# [Exercise objective]
With images removed, transcribe each record exactly as it appears.

# [Stored items]
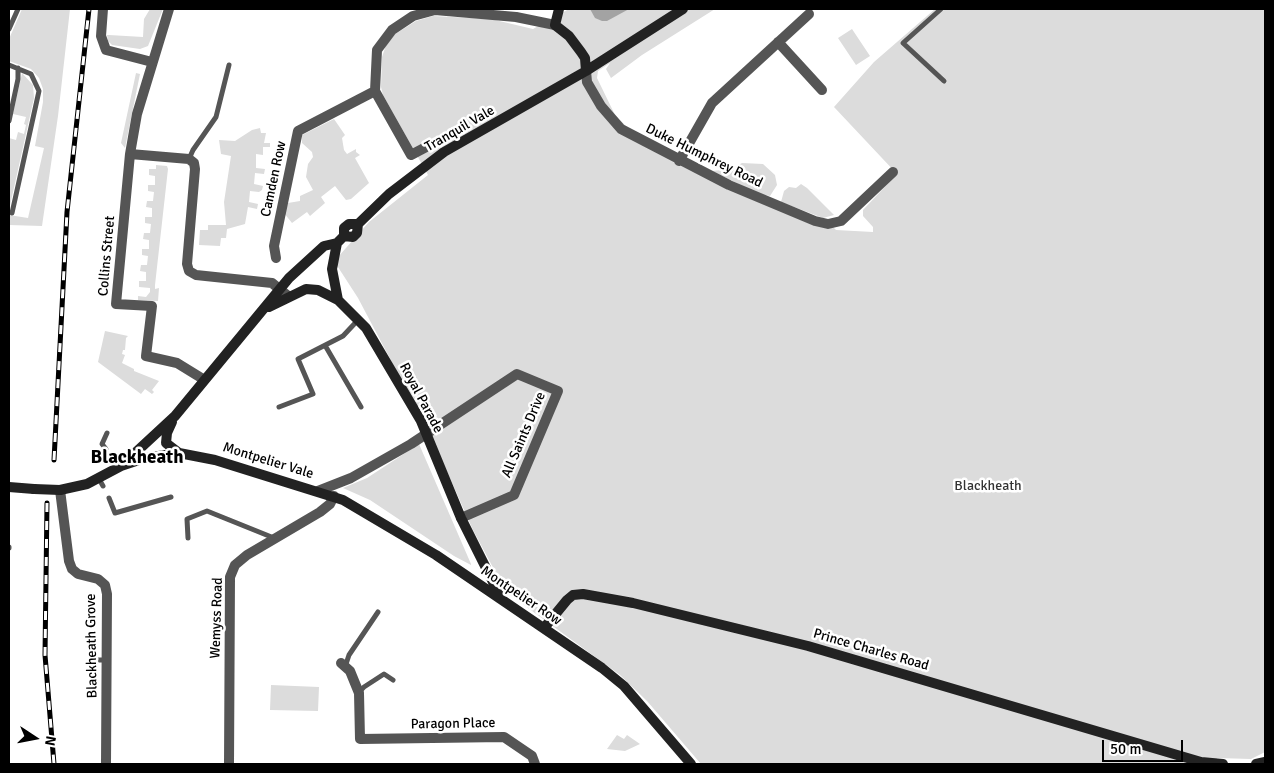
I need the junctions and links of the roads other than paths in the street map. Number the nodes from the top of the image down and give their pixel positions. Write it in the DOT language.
graph roads {
  1 [pos="18,9"];
  2 [pos="103,9"];
  3 [pos="169,9"];
  4 [pos="518,9"];
  5 [pos="559,9"];
  6 [pos="683,9"];
  7 [pos="941,9"];
  8 [pos="809,14"];
  9 [pos="536,21"];
  10 [pos="555,25"];
  11 [pos="9,29"];
  12 [pos="778,42"];
  13 [pos="152,62"];
  14 [pos="229,64"];
  15 [pos="9,65"];
  16 [pos="18,68"];
  17 [pos="586,71"];
  18 [pos="944,81"];
  19 [pos="822,90"];
  20 [pos="375,91"];
  21 [pos="9,121"];
  22 [pos="428,146"];
  23 [pos="130,154"];
  24 [pos="189,159"];
  25 [pos="679,161"];
  26 [pos="892,172"];
  27 [pos="12,213"];
  28 [pos="340,240"];
  29 [pos="276,258"];
  30 [pos="284,293"];
  31 [pos="338,300"];
  32 [pos="358,320"];
  33 [pos="326,347"];
  34 [pos="204,379"];
  35 [pos="279,407"];
  36 [pos="361,407"];
  37 [pos="175,416"];
  38 [pos="107,433"];
  39 [pos="425,434"];
  40 [pos="106,449"];
  41 [pos="178,453"];
  42 [pos="118,463"];
  43 [pos="9,487"];
  44 [pos="60,490"];
  45 [pos="318,491"];
  46 [pos="334,496"];
  47 [pos="171,497"];
  48 [pos="109,498"];
  49 [pos="461,518"];
  50 [pos="188,538"];
  51 [pos="276,539"];
  52 [pos="501,598"];
  53 [pos="378,612"];
  54 [pos="544,628"];
  55 [pos="92,660"];
  56 [pos="107,660"];
  57 [pos="343,665"];
  58 [pos="393,680"];
  59 [pos="359,693"];
  60 [pos="683,760"];
  61 [pos="1265,762"];
  62 [pos="1203,763"];
  63 [pos="106,764"];
  64 [pos="229,764"];
  65 [pos="535,764"];
  66 [pos="691,764"];
  67 [pos="1223,764"];
  68 [pos="1256,764"];
  1 -- 11 [label="lane"];
  2 -- 13 [label="street"];
  3 -- 13 [label="street, Collins Street"];
  4 -- 9 [label="street"];
  5 -- 10 [label="main road"];
  6 -- 17 [label="main road, Tranquil Vale"];
  7 -- 18 [label="lane"];
  8 -- 12 [label="street"];
  9 -- 10 [label="street"];
  9 -- 20 [label="street"];
  10 -- 17 [label="main road"];
  12 -- 19 [label="street"];
  12 -- 25 [label="street"];
  13 -- 23 [label="street, Collins Street"];
  14 -- 24 [label="lane"];
  15 -- 16 [label="lane"];
  16 -- 21 [label="lane"];
  16 -- 27 [label="lane"];
  17 -- 25 [label="street, Duke Humphrey Road"];
  17 -- 28 [label="main road, Tranquil Vale"];
  20 -- 22 [label="street"];
  20 -- 29 [label="street, Camden Row"];
  23 -- 24 [label="street"];
  23 -- 34 [label="street, Collins Street"];
  24 -- 30 [label="street"];
  25 -- 26 [label="street, Duke Humphrey Road"];
  28 -- 30 [label="main road"];
  28 -- 31 [label="main road"];
  30 -- 31 [label="main road"];
  30 -- 34 [label="main road"];
  31 -- 32 [label="main road, Royal Parade"];
  32 -- 33 [label="lane"];
  32 -- 39 [label="main road, Royal Parade"];
  33 -- 35 [label="lane"];
  33 -- 36 [label="lane"];
  34 -- 37 [label="main road"];
  37 -- 41 [label="main road"];
  37 -- 42 [label="main road"];
  38 -- 40 [label="lane"];
  39 -- 45 [label="street, Montpelier Vale"];
  39 -- 49 [label="main road, Royal Parade"];
  39 -- 49 [label="street, All Saints Drive"];
  41 -- 42 [label="main road, Montpelier Vale"];
  41 -- 45 [label="main road, Montpelier Vale"];
  42 -- 44 [label="main road"];
  43 -- 44 [label="main road, bridge"];
  44 -- 56 [label="street, Blackheath Grove"];
  45 -- 46 [label="main road, Montpelier Row"];
  46 -- 51 [label="street, Wemyss Road"];
  46 -- 52 [label="main road, Montpelier Row"];
  47 -- 48 [label="lane"];
  49 -- 52 [label="main road, Royal Parade"];
  50 -- 51 [label="lane"];
  51 -- 64 [label="street, Wemyss Road"];
  52 -- 54 [label="main road, Montpelier Row"];
  53 -- 57 [label="lane"];
  54 -- 60 [label="main road, Montpelier Row"];
  54 -- 62 [label="main road, Prince Charles Road"];
  55 -- 56 [label="lane"];
  56 -- 63 [label="street, Blackheath Grove"];
  57 -- 59 [label="street"];
  58 -- 59 [label="lane"];
  59 -- 65 [label="street, Paragon Place"];
  60 -- 66 [label="main road, Montpelier Row"];
  61 -- 68 [label="main road"];
  62 -- 67 [label="main road, Prince Charles Road"];
}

# [Solution]
I need the junctions and links of the roads other than paths in the street map. Number the nodes from the top of the image down and give their pixel positions. Write it in the DOT language.
graph roads {
  1 [pos="18,9"];
  2 [pos="103,9"];
  3 [pos="169,9"];
  4 [pos="518,9"];
  5 [pos="559,9"];
  6 [pos="683,9"];
  7 [pos="941,9"];
  8 [pos="809,14"];
  9 [pos="536,21"];
  10 [pos="555,25"];
  11 [pos="9,29"];
  12 [pos="778,42"];
  13 [pos="152,62"];
  14 [pos="229,64"];
  15 [pos="9,65"];
  16 [pos="18,68"];
  17 [pos="586,71"];
  18 [pos="944,81"];
  19 [pos="822,90"];
  20 [pos="375,91"];
  21 [pos="9,121"];
  22 [pos="428,146"];
  23 [pos="130,154"];
  24 [pos="189,159"];
  25 [pos="679,161"];
  26 [pos="892,172"];
  27 [pos="12,213"];
  28 [pos="340,240"];
  29 [pos="276,258"];
  30 [pos="284,293"];
  31 [pos="338,300"];
  32 [pos="358,320"];
  33 [pos="326,347"];
  34 [pos="204,379"];
  35 [pos="279,407"];
  36 [pos="361,407"];
  37 [pos="175,416"];
  38 [pos="107,433"];
  39 [pos="425,434"];
  40 [pos="106,449"];
  41 [pos="178,453"];
  42 [pos="118,463"];
  43 [pos="9,487"];
  44 [pos="60,490"];
  45 [pos="318,491"];
  46 [pos="334,496"];
  47 [pos="171,497"];
  48 [pos="109,498"];
  49 [pos="461,518"];
  50 [pos="188,538"];
  51 [pos="276,539"];
  52 [pos="501,598"];
  53 [pos="378,612"];
  54 [pos="544,628"];
  55 [pos="92,660"];
  56 [pos="107,660"];
  57 [pos="343,665"];
  58 [pos="393,680"];
  59 [pos="359,693"];
  60 [pos="683,760"];
  61 [pos="1265,762"];
  62 [pos="1203,763"];
  63 [pos="106,764"];
  64 [pos="229,764"];
  65 [pos="535,764"];
  66 [pos="691,764"];
  67 [pos="1223,764"];
  68 [pos="1256,764"];
  1 -- 11 [label="lane"];
  2 -- 13 [label="street"];
  3 -- 13 [label="street, Collins Street"];
  4 -- 9 [label="street"];
  5 -- 10 [label="main road"];
  6 -- 17 [label="main road, Tranquil Vale"];
  7 -- 18 [label="lane"];
  8 -- 12 [label="street"];
  9 -- 10 [label="street"];
  9 -- 20 [label="street"];
  10 -- 17 [label="main road"];
  12 -- 19 [label="street"];
  12 -- 25 [label="street"];
  13 -- 23 [label="street, Collins Street"];
  14 -- 24 [label="lane"];
  15 -- 16 [label="lane"];
  16 -- 21 [label="lane"];
  16 -- 27 [label="lane"];
  17 -- 25 [label="street, Duke Humphrey Road"];
  17 -- 28 [label="main road, Tranquil Vale"];
  20 -- 22 [label="street"];
  20 -- 29 [label="street, Camden Row"];
  23 -- 24 [label="street"];
  23 -- 34 [label="street, Collins Street"];
  24 -- 30 [label="street"];
  25 -- 26 [label="street, Duke Humphrey Road"];
  28 -- 30 [label="main road"];
  28 -- 31 [label="main road"];
  30 -- 31 [label="main road"];
  30 -- 34 [label="main road"];
  31 -- 32 [label="main road, Royal Parade"];
  32 -- 33 [label="lane"];
  32 -- 39 [label="main road, Royal Parade"];
  33 -- 35 [label="lane"];
  33 -- 36 [label="lane"];
  34 -- 37 [label="main road"];
  37 -- 41 [label="main road"];
  37 -- 42 [label="main road"];
  38 -- 40 [label="lane"];
  39 -- 45 [label="street, Montpelier Vale"];
  39 -- 49 [label="main road, Royal Parade"];
  39 -- 49 [label="street, All Saints Drive"];
  41 -- 42 [label="main road, Montpelier Vale"];
  41 -- 45 [label="main road, Montpelier Vale"];
  42 -- 44 [label="main road"];
  43 -- 44 [label="main road, bridge"];
  44 -- 56 [label="street, Blackheath Grove"];
  45 -- 46 [label="main road, Montpelier Row"];
  46 -- 51 [label="street, Wemyss Road"];
  46 -- 52 [label="main road, Montpelier Row"];
  47 -- 48 [label="lane"];
  49 -- 52 [label="main road, Royal Parade"];
  50 -- 51 [label="lane"];
  51 -- 64 [label="street, Wemyss Road"];
  52 -- 54 [label="main road, Montpelier Row"];
  53 -- 57 [label="lane"];
  54 -- 60 [label="main road, Montpelier Row"];
  54 -- 62 [label="main road, Prince Charles Road"];
  55 -- 56 [label="lane"];
  56 -- 63 [label="street, Blackheath Grove"];
  57 -- 59 [label="street"];
  58 -- 59 [label="lane"];
  59 -- 65 [label="street, Paragon Place"];
  60 -- 66 [label="main road, Montpelier Row"];
  61 -- 68 [label="main road"];
  62 -- 67 [label="main road, Prince Charles Road"];
}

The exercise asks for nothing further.